The revised code simply moves one line from the print_info() function into main() :

#include <pthread.h>
#include <stdio.h>
#include <stdlib.h>
#include <unistd.h>

pthread_mutex_t m = PTHREAD_MUTEX_INITIALIZER;

struct info
{
    int id;
    int flag;
};

static void *print_info(void *arg)
{
    struct info *arg_struct = (struct info *)arg;

    printf("%d ", arg_struct->id);
    pthread_mutex_unlock(&m);

    pthread_exit(0);
}

int main(void)
{
    int number = 10;
    pthread_t tid[number];
    struct info info[number];
    for (int i = 0; i < number; ++i)
    {
        info[i].id = i;
        info[i].flag = 0;
        pthread_mutex_lock(&m);
        pthread_create(&tid[i], NULL, print_info, &info[i]);
    }

    for (int i = 0; i < number; ++i)
    {
        pthread_join(tid[i], NULL);
    }
    putchar('\n');

    return 0;
}

And the output:

0 1 2 3 4 5 6 7 8 9 
0 1 2 3 4 5 6 7 8 9 
0 1 2 3 4 5 6 7 8 9 
0 1 2 3 4 5 6 7 8 9 
0 1 2 3 4 5 6 7 8 9 
0 1 2 3 4 5 6 7 8 9 
0 1 2 3 4 5 6 7 8 9 
0 1 2 3 4 5 6 7 8 9 
0 1 2 3 4 5 6 7 8 9 
0 1 2 3 4 5 6 7 8 9 

It fails because you keep passing a pointer to what is effectively the same vector to the child threads, and promptly overwriting the contents in the main thread while the child threads are running.

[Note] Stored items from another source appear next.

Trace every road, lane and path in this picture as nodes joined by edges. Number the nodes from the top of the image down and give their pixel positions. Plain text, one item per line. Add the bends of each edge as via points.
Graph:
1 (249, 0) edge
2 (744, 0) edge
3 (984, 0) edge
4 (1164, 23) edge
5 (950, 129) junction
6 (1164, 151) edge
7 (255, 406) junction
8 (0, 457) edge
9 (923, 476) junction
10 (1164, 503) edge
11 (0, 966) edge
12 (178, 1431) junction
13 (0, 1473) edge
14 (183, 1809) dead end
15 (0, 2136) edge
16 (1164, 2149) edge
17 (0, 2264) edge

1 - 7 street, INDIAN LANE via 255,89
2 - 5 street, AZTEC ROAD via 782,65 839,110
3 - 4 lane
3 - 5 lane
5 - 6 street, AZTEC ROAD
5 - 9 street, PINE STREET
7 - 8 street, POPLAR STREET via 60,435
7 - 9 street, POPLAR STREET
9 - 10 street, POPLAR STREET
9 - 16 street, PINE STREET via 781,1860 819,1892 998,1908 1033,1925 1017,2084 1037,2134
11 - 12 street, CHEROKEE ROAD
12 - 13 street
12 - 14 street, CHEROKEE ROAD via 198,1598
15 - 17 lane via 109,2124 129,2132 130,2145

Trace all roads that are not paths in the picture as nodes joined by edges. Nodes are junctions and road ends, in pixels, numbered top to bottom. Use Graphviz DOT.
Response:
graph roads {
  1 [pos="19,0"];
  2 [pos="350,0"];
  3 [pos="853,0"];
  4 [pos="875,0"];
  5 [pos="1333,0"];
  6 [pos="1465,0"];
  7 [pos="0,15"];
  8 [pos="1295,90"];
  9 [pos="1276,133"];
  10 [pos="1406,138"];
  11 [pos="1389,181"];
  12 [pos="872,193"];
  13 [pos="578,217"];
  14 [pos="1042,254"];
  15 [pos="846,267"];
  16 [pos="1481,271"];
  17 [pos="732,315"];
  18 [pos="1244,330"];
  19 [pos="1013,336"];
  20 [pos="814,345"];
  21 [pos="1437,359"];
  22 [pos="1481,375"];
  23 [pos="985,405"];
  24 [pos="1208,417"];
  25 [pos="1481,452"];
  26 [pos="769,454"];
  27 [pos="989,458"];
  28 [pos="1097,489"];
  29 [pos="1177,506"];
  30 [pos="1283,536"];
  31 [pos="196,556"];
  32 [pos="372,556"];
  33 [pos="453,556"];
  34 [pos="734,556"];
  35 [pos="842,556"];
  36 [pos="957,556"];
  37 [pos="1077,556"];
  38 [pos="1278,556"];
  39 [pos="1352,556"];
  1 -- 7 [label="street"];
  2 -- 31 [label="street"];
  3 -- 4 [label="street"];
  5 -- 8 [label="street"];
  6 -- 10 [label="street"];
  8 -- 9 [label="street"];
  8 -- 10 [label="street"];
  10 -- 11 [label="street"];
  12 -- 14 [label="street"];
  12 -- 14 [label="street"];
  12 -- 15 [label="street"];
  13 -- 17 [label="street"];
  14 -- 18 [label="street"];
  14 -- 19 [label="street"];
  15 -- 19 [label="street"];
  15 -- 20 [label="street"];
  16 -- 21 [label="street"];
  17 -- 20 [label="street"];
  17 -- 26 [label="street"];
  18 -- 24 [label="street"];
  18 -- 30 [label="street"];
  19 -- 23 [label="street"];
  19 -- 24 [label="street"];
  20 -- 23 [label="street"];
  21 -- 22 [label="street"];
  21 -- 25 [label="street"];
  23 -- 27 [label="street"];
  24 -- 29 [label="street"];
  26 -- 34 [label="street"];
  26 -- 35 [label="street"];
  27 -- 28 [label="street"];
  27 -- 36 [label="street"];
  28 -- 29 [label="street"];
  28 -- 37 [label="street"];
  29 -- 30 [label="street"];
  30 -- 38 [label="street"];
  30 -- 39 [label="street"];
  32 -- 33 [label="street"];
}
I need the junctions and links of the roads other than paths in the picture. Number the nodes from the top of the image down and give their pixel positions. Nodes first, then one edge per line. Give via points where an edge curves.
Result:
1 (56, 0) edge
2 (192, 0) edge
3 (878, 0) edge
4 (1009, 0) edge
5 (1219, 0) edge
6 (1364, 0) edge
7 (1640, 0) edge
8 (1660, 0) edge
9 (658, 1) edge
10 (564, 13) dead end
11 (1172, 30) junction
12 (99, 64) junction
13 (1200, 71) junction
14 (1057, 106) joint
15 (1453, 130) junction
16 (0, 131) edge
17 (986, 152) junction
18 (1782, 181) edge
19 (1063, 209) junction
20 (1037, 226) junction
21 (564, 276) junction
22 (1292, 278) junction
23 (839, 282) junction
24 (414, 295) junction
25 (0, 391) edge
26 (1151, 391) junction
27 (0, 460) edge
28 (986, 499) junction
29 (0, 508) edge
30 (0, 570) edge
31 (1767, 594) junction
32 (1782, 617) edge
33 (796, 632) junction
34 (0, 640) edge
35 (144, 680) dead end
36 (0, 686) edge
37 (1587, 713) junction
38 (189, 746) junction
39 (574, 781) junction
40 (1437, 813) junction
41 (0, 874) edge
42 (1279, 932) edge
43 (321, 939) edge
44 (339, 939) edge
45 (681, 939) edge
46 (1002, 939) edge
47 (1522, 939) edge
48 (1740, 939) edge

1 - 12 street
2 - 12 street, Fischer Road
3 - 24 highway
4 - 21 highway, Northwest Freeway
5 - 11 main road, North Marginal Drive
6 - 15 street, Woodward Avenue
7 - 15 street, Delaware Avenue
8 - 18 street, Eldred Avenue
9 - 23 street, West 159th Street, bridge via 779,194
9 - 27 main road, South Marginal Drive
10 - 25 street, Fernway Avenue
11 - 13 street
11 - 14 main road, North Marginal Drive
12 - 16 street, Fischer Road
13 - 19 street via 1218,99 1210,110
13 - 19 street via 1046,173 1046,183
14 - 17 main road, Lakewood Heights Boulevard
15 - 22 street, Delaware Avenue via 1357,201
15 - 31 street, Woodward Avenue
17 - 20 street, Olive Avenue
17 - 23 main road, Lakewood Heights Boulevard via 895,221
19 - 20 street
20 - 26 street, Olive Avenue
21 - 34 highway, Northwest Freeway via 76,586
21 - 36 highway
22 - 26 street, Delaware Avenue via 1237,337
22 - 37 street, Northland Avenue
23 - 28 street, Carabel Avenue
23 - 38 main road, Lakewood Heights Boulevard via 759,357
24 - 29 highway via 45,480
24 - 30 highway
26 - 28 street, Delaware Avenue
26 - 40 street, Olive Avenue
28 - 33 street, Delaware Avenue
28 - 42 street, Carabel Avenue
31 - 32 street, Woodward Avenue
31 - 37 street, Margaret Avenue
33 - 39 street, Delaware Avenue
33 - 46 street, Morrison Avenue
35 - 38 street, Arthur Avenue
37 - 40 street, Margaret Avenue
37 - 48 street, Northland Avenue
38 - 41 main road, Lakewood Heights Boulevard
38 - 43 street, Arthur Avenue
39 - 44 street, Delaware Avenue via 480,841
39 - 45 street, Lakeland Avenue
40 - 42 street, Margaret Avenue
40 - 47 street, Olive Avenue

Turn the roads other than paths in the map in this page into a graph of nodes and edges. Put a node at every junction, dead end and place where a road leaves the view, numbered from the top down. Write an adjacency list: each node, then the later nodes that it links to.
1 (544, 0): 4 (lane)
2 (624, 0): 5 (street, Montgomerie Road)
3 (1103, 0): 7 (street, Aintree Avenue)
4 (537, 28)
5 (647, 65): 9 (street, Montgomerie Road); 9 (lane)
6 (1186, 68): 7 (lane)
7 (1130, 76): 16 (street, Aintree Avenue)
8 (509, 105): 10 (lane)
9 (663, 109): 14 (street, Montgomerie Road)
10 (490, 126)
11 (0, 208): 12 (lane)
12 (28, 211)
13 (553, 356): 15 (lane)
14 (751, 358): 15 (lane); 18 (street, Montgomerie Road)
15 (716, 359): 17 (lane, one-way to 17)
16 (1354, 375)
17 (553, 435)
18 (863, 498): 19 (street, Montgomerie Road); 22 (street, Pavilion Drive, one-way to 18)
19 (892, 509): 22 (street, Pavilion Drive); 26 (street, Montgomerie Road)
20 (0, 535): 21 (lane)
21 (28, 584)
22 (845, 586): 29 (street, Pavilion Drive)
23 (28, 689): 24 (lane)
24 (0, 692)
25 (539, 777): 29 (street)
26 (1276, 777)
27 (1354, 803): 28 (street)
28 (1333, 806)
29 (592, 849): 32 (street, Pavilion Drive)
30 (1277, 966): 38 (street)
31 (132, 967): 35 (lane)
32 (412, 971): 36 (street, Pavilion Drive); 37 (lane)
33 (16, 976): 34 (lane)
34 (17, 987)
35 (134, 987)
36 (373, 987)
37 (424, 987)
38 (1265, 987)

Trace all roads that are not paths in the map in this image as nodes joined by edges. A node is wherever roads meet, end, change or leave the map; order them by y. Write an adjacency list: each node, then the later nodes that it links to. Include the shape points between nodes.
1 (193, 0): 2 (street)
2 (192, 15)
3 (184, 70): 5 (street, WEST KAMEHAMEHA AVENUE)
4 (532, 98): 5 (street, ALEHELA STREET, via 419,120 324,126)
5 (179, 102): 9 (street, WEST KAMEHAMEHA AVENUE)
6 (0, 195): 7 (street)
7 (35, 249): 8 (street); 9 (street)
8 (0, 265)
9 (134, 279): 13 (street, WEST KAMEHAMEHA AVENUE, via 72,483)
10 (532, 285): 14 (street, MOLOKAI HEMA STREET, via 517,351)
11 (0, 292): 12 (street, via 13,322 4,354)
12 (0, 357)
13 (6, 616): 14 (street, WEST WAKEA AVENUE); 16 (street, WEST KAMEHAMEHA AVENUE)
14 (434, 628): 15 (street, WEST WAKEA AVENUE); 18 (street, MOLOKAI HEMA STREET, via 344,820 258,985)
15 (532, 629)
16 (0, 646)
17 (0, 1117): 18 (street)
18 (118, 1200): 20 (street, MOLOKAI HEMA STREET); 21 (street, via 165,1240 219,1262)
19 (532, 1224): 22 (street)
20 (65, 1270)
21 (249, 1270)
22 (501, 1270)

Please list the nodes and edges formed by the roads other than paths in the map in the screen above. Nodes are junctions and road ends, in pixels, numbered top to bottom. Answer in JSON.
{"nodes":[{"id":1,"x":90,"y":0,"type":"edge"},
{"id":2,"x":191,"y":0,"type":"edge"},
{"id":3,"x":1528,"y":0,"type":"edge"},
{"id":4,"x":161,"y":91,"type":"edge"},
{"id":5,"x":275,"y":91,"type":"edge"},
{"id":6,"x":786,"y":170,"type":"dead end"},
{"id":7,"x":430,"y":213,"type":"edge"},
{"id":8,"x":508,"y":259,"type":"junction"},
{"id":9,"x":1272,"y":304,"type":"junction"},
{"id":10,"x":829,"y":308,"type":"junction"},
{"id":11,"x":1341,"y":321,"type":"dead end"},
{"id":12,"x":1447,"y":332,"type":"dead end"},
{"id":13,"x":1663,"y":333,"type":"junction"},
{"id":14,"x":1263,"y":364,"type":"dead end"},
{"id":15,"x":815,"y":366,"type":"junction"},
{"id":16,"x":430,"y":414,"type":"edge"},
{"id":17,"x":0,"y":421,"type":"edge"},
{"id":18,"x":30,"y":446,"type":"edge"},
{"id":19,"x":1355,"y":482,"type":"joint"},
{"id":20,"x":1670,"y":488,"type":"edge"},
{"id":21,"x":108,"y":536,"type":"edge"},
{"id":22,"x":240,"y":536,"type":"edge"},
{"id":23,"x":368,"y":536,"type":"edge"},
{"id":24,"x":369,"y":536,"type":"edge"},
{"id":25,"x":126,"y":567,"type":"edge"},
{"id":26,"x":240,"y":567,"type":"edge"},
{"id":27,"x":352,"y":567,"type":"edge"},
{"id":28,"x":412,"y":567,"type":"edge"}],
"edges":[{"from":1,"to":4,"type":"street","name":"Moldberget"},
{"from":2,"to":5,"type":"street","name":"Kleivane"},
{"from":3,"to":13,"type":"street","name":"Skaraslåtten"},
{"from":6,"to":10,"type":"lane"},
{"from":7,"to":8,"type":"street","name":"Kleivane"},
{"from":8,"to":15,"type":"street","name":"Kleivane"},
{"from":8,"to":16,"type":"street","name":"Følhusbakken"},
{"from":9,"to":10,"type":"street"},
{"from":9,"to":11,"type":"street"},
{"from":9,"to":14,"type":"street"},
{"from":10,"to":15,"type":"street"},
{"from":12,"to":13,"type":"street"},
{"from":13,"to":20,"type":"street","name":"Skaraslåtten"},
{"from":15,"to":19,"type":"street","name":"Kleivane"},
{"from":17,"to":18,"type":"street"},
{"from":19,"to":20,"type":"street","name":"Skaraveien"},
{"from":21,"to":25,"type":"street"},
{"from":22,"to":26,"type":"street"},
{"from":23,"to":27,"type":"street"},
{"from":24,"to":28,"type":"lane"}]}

You could equally well get an output of all 9s given a loaded system. Or even the numbers in reverse (only because I don't remmember there being a guarantee anywhere that threads will be scheduled in the same order as you create them). Or a very very strange number because if the child threads don't start running till the main thread starts the join, whatever 'arg' points to will be in the middle of the pthread_join call stack.

All the mutex protects you from is the threads outputting to stdout at the same time.

In passing, casting an array of ints to a struct of 2 ints is undefined behaviour, which is a whole other can of worms.